Il presidente Grasso: "Necessario allestire spazi o strutture da destinare agli infermieri e a tutto il personale sanitario impiegato in setting ospedalieri particolarmente rischiosi per evitare l'aumento del contagio"

Fra le criticità della pandemia Covid-19 ce n'è una particolare che riguarda gli operatori del dipartimento Emergenza-Urgenza della Asl, e per questo il presidente dell'Ordine delle Professioni Infermieristiche Giovanni Grasso ha scritto al Prefetto Anna Palombi chiedendo un suo intervento.
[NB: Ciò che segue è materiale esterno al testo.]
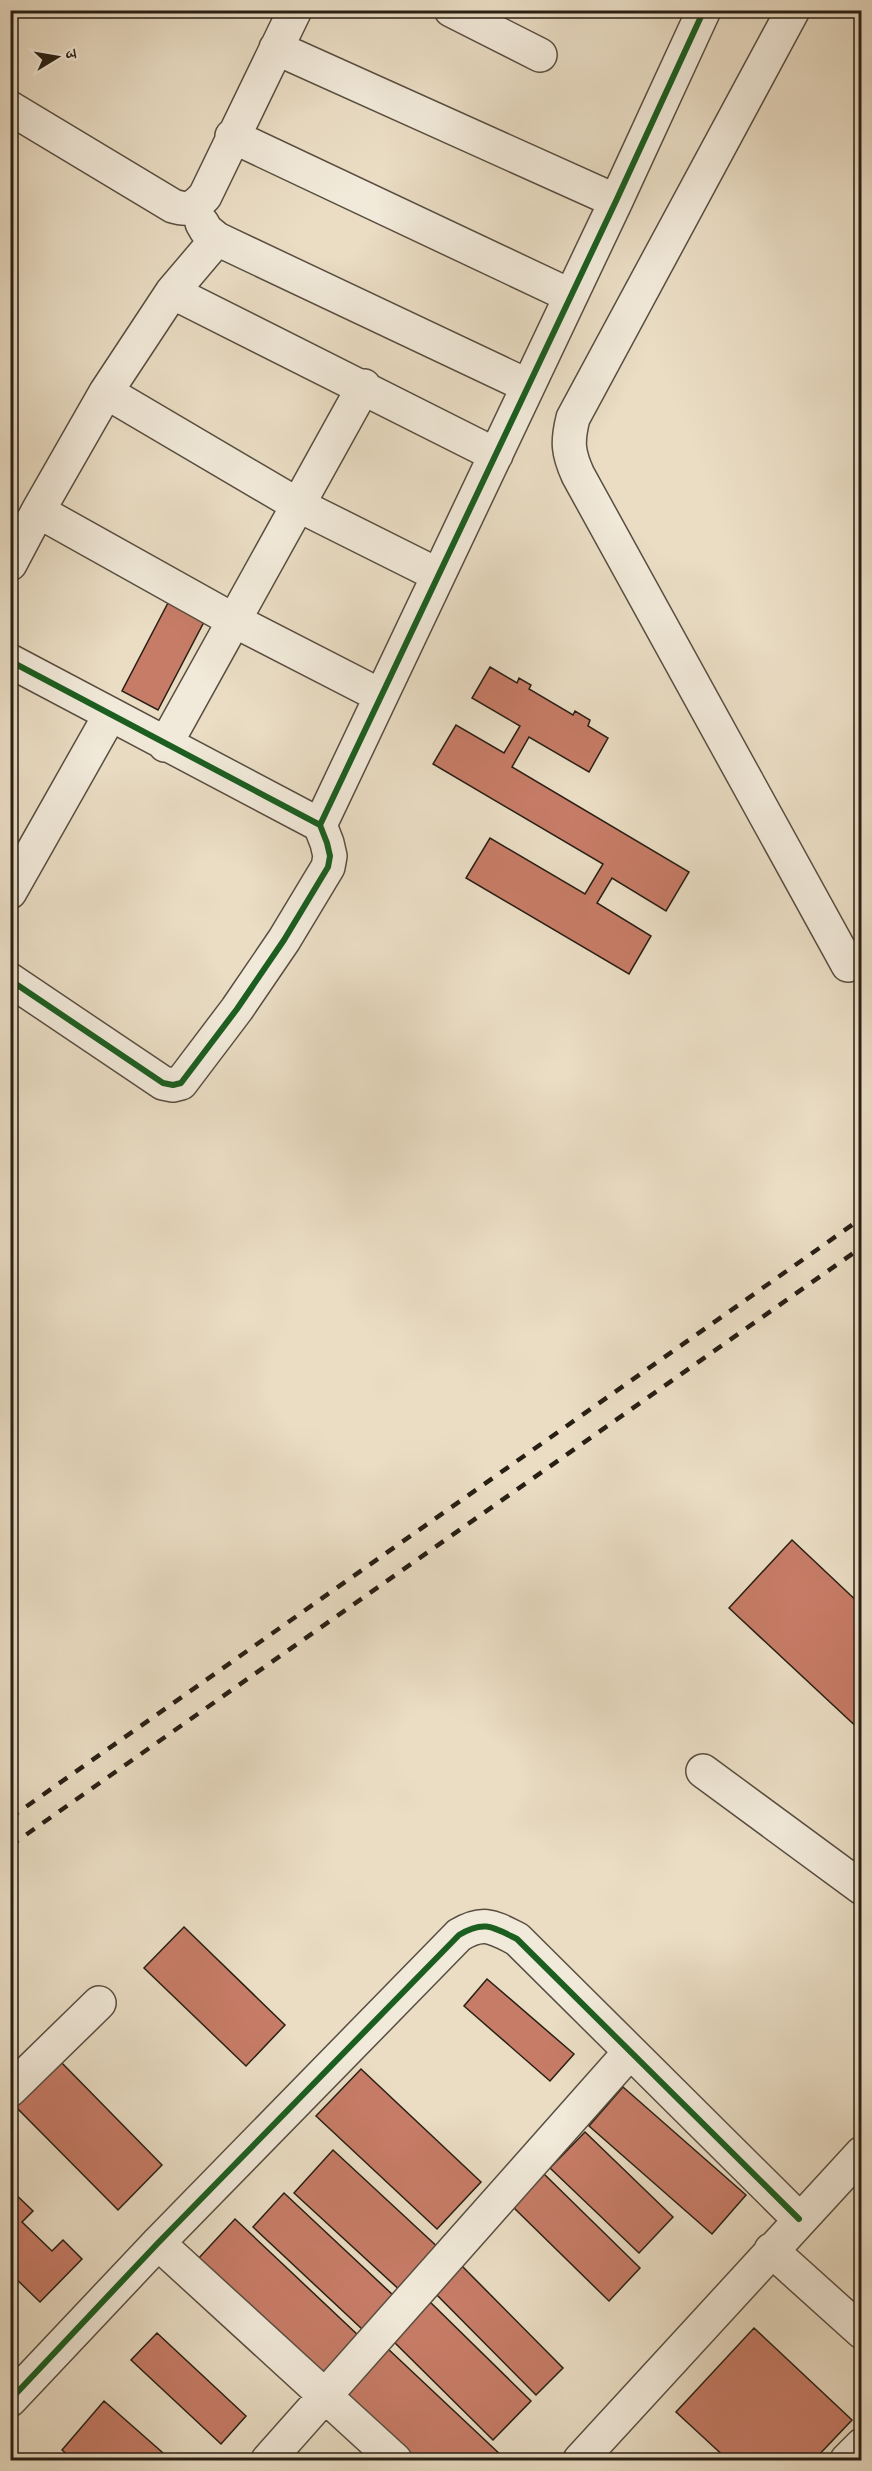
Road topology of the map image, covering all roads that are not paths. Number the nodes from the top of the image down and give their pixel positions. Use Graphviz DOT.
graph roads {
  1 [pos="295,10"];
  2 [pos="451,10"];
  3 [pos="704,10"];
  4 [pos="793,10"];
  5 [pos="276,48"];
  6 [pos="540,55"];
  7 [pos="10,108"];
  8 [pos="232,136"];
  9 [pos="616,201"];
  10 [pos="195,207"];
  11 [pos="217,239"];
  12 [pos="172,292"];
  13 [pos="571,296"];
  14 [pos="528,386"];
  15 [pos="363,387"];
  16 [pos="106,392"];
  17 [pos="496,454"];
  18 [pos="298,505"];
  19 [pos="38,511"];
  20 [pos="10,564"];
  21 [pos="438,575"];
  22 [pos="233,620"];
  23 [pos="10,661"];
  24 [pos="381,696"];
  25 [pos="110,715"];
  26 [pos="165,745"];
  27 [pos="320,825"];
  28 [pos="10,892"];
  29 [pos="848,965"];
  30 [pos="10,980"];
  31 [pos="703,1771"];
  32 [pos="861,1888"];
  33 [pos="99,2003"];
  34 [pos="630,2052"];
  35 [pos="10,2090"];
  36 [pos="861,2154"];
  37 [pos="799,2220"];
  38 [pos="158,2243"];
  39 [pos="771,2250"];
  40 [pos="861,2331"];
  41 [pos="324,2395"];
  42 [pos="10,2400"];
  43 [pos="861,2445"];
  44 [pos="268,2460"];
  45 [pos="395,2460"];
  46 [pos="580,2460"];
  47 [pos="848,2460"];
  1 -- 5 [label="street"];
  2 -- 6 [label="street"];
  3 -- 9 [label="street"];
  4 -- 29 [label="street"];
  5 -- 8 [label="street"];
  5 -- 9 [label="street"];
  7 -- 10 [label="street"];
  8 -- 10 [label="street"];
  8 -- 13 [label="street"];
  9 -- 13 [label="street"];
  10 -- 11 [label="street"];
  11 -- 12 [label="street"];
  11 -- 14 [label="street"];
  12 -- 15 [label="street"];
  12 -- 16 [label="street"];
  13 -- 14 [label="street"];
  14 -- 17 [label="street"];
  15 -- 17 [label="street"];
  15 -- 18 [label="street"];
  16 -- 18 [label="street"];
  16 -- 19 [label="street"];
  17 -- 21 [label="street"];
  18 -- 21 [label="street"];
  18 -- 22 [label="street"];
  19 -- 20 [label="street"];
  19 -- 22 [label="street"];
  21 -- 24 [label="street"];
  22 -- 24 [label="street"];
  22 -- 26 [label="street"];
  23 -- 25 [label="street"];
  24 -- 27 [label="street"];
  25 -- 26 [label="street"];
  25 -- 28 [label="street"];
  26 -- 27 [label="street"];
  27 -- 30 [label="street"];
  31 -- 32 [label="street"];
  33 -- 35 [label="street"];
  34 -- 37 [label="street"];
  34 -- 38 [label="street"];
  34 -- 41 [label="street"];
  36 -- 37 [label="street"];
  37 -- 39 [label="street"];
  38 -- 41 [label="street"];
  38 -- 42 [label="street"];
  39 -- 40 [label="street"];
  39 -- 46 [label="street"];
  41 -- 44 [label="street"];
  41 -- 45 [label="street"];
  43 -- 47 [label="street"];
}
“Già da alcune settimane – ha scritto Grasso al Prefetto – i colleghi del dipartimento sono dovuti ricorrere a quarantene o malattie perché venuti a contatto con pazienti positivi al Covid-19. Gli stessi lavorano in prima linea per la gestione della pandemia, e pertanto il rischio che siano positivi e vettori del virus è purtroppo realmente concreto. Questa situazione potrebbe allargarsi anche ai loro familiari, residenti nel medesimo domicilio, aumentando così in modo esponenziale il contagio del virus.

Le chiedo quindi – prosegue il Presidente di OPI Arezzo rivolto al Prefetto – di prendere in considerazione la possibilità di allestire spazi o strutture da destinare agli infermieri e a tutto il personale sanitario impiegato in setting ospedalieri particolarmente rischiosi, al fine di evitare l'aumento del contagio e confinare questa emergenza al solo ambito strettamente ospedaliero”, conclude Giovanni Grasso.